1942 Japanese war crime in the Philippines

The Bataan Death March (Note: Martsa ng Kamatayan sa Bataan; Marcha fatal de Bataán; Martsa ning Kematayan king Bataan; Martsa ti Ipapatay iti Bataan; Panagmartsa na Patey ed Bataan; バターン死の行進) was the forcible transfer by the Imperial Japanese Army of around 72,000 to 78,000 Filipino (about 66,000) and American (about 12,000) prisoners of war (POWs) from the municipalities of Bagac and Mariveles on the Bataan Peninsula to Camp O'Donnell via San Fernando.

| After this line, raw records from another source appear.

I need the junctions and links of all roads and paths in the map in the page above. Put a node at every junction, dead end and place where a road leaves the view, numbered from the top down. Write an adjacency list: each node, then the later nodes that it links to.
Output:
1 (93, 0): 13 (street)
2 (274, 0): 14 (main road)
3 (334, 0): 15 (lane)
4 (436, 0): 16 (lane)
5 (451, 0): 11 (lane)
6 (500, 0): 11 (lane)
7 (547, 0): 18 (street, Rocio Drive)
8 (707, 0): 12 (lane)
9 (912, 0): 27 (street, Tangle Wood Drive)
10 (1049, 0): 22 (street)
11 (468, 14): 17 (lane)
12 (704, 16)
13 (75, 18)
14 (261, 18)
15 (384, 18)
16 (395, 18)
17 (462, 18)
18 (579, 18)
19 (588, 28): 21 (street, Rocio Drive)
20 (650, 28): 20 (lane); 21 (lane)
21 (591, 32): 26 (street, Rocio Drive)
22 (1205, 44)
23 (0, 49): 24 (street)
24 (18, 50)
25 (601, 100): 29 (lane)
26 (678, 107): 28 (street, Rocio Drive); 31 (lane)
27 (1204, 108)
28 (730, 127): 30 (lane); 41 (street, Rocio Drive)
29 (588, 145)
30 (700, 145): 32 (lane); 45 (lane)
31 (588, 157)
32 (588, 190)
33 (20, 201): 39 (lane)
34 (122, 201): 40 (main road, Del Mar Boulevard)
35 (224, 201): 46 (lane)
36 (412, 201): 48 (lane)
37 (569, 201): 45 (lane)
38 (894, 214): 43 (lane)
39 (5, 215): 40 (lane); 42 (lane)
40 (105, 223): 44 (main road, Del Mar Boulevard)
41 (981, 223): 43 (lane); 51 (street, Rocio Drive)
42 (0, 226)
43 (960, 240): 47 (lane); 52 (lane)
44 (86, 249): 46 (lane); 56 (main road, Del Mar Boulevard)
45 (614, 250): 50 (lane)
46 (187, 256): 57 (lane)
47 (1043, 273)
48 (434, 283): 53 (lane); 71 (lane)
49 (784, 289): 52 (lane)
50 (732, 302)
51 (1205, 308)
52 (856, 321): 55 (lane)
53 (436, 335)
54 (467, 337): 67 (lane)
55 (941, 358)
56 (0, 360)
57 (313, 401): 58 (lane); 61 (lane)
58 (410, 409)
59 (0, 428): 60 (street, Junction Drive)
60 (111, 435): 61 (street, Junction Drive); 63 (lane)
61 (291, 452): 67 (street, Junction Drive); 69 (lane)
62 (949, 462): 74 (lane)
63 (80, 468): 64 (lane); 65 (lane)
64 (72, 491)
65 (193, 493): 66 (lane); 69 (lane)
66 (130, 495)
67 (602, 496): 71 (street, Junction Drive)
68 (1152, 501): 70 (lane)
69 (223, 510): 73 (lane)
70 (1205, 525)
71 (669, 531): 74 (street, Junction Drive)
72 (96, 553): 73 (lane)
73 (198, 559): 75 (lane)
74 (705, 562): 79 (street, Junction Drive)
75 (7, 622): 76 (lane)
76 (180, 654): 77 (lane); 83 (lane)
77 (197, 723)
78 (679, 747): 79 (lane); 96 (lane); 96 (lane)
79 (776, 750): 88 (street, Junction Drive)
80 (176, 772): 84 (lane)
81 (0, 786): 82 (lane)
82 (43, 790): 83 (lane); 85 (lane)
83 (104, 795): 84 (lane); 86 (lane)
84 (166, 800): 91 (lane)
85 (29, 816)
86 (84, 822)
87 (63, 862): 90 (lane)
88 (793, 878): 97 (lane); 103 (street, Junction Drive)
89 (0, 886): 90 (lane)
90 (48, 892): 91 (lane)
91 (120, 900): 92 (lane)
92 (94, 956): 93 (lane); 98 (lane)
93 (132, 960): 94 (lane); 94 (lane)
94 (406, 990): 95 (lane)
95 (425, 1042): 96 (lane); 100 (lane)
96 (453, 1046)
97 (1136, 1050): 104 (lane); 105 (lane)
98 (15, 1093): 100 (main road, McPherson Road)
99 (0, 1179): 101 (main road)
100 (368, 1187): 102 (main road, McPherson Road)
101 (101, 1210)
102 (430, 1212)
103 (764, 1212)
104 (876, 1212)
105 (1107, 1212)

The transfer began on April 9, 1942, after the three-month Battle of Bataan in the Philippines during World War II. The total distance marched from Mariveles to San Fernando and from the Capas Train Station to various camps was 105 km. Sources also report widely differing prisoner of war casualties before reaching Camp O'Donnell: from 5,000 to 18,000 Filipino deaths and 500 to 650 American deaths during the march.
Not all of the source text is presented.